After I started this diet, I read in several different places that it didn't really matter if it was "low carbs" or "low fat," what really matter was the number of calories consumed. I quickly found that I could eat a huge salad and not be hungry, or have nine crackers and be hungry. By sticking to my calories, I had to chose better food to not be hungry. I eat a lot of salad, vegetables, lean meats, whole grain cereals and breads. It wasn't such a bad transition since we at pretty healty meals, but when I calories counted meals, I cut out anything that want over about 300 calories a serving. Your family doesn't ned it any more than you do. That does not include salad, veggies, or a fruit at meal time.
I know that most people would think that those are low calories, but I don't lose weight above that calorie line.
I also weigh everyday in the morning before anything else. Forget the idea that you shouldn't weigh. If you weigh, you are accountable. If you know what causes you to gain or lose, you change.
I've never weighed before in my life. I've been very disciplined because I did it to feel better. I feel better.
The week of Christmas was very hard for me. I made it through the whole year without too many diet trials, but I found myself reverting to old bad eating habits egged on by my children demanding "what we always have."

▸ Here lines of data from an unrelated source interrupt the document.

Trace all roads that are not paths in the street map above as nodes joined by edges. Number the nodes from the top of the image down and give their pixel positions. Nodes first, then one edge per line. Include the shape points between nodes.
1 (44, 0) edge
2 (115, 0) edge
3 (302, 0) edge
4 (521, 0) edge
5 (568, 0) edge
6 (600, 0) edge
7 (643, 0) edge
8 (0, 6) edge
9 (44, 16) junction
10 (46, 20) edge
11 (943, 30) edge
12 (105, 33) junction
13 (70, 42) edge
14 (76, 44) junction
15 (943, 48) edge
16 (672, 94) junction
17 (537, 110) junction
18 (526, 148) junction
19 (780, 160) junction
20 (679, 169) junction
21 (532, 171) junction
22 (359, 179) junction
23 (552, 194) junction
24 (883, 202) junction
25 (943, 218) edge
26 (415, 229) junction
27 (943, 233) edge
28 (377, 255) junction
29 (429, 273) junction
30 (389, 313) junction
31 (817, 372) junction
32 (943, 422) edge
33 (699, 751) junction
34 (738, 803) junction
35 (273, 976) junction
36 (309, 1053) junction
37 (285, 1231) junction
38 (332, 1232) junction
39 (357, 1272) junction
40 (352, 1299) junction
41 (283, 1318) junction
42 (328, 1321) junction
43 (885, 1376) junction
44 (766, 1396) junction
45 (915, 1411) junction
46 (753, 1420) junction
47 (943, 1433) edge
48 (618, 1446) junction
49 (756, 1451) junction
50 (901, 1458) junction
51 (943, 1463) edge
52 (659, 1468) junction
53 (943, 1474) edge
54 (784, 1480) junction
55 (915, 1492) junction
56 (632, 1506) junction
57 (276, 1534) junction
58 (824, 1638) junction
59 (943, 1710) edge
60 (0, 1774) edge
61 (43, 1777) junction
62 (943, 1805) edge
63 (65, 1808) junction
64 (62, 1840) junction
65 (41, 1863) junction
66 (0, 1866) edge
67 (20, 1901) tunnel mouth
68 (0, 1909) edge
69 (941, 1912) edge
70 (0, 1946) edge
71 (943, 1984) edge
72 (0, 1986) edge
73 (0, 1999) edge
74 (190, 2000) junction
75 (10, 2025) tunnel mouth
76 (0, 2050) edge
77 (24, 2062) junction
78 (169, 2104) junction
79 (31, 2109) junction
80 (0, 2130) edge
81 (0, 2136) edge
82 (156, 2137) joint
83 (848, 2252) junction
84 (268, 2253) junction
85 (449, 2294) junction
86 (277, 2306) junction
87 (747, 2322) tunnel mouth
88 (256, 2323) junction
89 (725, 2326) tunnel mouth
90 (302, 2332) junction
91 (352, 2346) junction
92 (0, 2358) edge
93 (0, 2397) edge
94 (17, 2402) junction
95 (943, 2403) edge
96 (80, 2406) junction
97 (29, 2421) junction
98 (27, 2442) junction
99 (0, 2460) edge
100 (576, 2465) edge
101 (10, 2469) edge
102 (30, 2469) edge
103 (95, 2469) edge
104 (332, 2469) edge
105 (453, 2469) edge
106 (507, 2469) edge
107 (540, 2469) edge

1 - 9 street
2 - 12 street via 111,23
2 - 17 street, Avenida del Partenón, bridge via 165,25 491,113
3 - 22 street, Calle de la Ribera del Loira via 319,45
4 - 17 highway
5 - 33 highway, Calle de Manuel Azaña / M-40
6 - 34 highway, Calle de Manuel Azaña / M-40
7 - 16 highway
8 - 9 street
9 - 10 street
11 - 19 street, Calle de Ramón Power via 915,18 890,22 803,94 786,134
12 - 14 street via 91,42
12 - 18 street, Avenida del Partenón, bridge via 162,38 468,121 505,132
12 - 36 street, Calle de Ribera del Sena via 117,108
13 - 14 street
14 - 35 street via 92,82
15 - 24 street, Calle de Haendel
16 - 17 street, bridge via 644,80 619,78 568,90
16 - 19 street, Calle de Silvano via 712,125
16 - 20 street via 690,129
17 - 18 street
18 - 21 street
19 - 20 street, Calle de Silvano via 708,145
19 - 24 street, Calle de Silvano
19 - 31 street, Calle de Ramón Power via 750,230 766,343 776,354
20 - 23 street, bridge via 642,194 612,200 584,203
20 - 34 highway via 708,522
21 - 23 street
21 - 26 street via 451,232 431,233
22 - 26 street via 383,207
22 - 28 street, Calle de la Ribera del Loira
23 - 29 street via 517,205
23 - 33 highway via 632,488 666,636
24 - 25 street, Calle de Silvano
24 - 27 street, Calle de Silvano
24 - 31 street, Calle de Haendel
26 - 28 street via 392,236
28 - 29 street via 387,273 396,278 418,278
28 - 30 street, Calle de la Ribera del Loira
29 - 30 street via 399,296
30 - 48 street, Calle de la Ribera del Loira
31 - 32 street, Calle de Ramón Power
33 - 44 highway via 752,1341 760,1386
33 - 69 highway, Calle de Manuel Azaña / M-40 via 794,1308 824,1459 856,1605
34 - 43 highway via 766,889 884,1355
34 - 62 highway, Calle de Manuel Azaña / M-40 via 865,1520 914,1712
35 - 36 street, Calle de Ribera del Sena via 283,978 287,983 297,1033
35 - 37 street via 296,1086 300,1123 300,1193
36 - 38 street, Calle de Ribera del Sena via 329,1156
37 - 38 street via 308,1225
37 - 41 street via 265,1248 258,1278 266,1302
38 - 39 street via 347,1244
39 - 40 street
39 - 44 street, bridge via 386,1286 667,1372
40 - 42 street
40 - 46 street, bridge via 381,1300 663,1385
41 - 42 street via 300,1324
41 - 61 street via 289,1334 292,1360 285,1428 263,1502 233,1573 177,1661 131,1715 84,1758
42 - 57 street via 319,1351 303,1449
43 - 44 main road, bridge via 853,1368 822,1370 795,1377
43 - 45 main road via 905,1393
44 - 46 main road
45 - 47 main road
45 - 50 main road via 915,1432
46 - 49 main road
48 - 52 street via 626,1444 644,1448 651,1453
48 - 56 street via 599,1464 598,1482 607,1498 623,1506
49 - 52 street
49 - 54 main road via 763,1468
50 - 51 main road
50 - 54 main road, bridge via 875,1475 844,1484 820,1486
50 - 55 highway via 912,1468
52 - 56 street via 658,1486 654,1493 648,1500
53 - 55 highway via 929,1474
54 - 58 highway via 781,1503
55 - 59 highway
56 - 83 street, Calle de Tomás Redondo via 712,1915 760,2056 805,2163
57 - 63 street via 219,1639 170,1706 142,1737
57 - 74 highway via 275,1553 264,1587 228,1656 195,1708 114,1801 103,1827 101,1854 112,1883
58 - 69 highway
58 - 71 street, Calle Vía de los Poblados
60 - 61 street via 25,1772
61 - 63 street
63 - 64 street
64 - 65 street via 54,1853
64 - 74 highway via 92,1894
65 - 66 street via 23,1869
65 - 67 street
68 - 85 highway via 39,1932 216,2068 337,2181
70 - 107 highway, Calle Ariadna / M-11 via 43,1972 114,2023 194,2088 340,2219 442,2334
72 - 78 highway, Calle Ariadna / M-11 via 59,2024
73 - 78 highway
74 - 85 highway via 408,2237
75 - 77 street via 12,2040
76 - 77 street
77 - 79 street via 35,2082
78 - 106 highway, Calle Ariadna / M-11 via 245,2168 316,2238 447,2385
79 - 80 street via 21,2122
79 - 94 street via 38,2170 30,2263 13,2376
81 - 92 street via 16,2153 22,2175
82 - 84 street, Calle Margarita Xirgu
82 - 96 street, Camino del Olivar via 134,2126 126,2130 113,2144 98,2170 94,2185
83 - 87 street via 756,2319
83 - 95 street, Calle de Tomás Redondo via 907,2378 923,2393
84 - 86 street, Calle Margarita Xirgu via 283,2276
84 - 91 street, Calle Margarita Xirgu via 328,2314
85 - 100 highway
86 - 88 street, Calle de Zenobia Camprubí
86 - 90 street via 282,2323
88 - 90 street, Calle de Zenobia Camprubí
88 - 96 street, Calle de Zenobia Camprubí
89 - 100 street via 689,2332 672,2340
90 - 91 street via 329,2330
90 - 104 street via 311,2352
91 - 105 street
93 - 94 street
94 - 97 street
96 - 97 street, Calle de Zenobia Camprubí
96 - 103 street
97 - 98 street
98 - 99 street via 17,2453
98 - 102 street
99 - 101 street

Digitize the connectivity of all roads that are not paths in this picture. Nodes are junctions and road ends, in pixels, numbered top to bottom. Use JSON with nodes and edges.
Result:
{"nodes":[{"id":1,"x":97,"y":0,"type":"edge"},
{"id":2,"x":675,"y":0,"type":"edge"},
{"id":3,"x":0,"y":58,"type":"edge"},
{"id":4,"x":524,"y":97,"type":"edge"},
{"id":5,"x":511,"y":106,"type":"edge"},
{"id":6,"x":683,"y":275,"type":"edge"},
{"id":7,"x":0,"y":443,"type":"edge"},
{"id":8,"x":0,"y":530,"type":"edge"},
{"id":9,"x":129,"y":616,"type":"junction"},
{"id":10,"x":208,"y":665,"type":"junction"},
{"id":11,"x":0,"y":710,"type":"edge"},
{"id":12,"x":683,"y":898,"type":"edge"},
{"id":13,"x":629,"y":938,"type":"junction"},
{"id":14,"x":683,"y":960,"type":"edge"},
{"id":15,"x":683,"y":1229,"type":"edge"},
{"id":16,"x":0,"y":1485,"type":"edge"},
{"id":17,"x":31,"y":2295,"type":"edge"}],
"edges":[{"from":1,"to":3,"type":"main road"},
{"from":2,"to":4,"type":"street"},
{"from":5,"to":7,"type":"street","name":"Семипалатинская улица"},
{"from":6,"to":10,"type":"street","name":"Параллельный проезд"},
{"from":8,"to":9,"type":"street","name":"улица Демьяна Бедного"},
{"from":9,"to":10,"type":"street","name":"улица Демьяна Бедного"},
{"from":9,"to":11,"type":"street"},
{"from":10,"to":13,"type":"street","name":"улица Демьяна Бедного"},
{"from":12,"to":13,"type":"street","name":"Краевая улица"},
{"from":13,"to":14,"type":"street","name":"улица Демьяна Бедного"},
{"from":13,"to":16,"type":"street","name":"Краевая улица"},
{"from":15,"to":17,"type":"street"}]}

I also neglected my food journal. When I don't know what I'm eating, I overeat. When I sit at the cupboard and eat out of the cracker box instead of counting the crackers and putting them on a plate, I overeat. When I graze at the refrigerator, instead of putting lunch on a plate, I overeat.
This has been such a life changing event for me that I want everyone to have this gift. I never, ever thought I could do this. I wonder if I can keep doing it, but I started journaling about fifteen minutes ago. I love these blogs. I've saved a lot.
I want to give back. Hope this might help just one person.
Anon,
ReplyDeleteGood for you! What a truly awesome accomplishment but most importantly you made a lifestyle change. You know what you need to do to see and keep those results and are sticking to it.
I agree totally with the food journal, I have been keeping track with an online journal. To my amazement I don't consume a whole lot like I would of thought. Then again since I know I'm keeping track I'm sure I eat less. Know what I mean?
I have also started exercising and feel so much better already I truly think this will make a huge difference in reaching my goals.
Thanks again for sharing your story with us! You have inspired ME!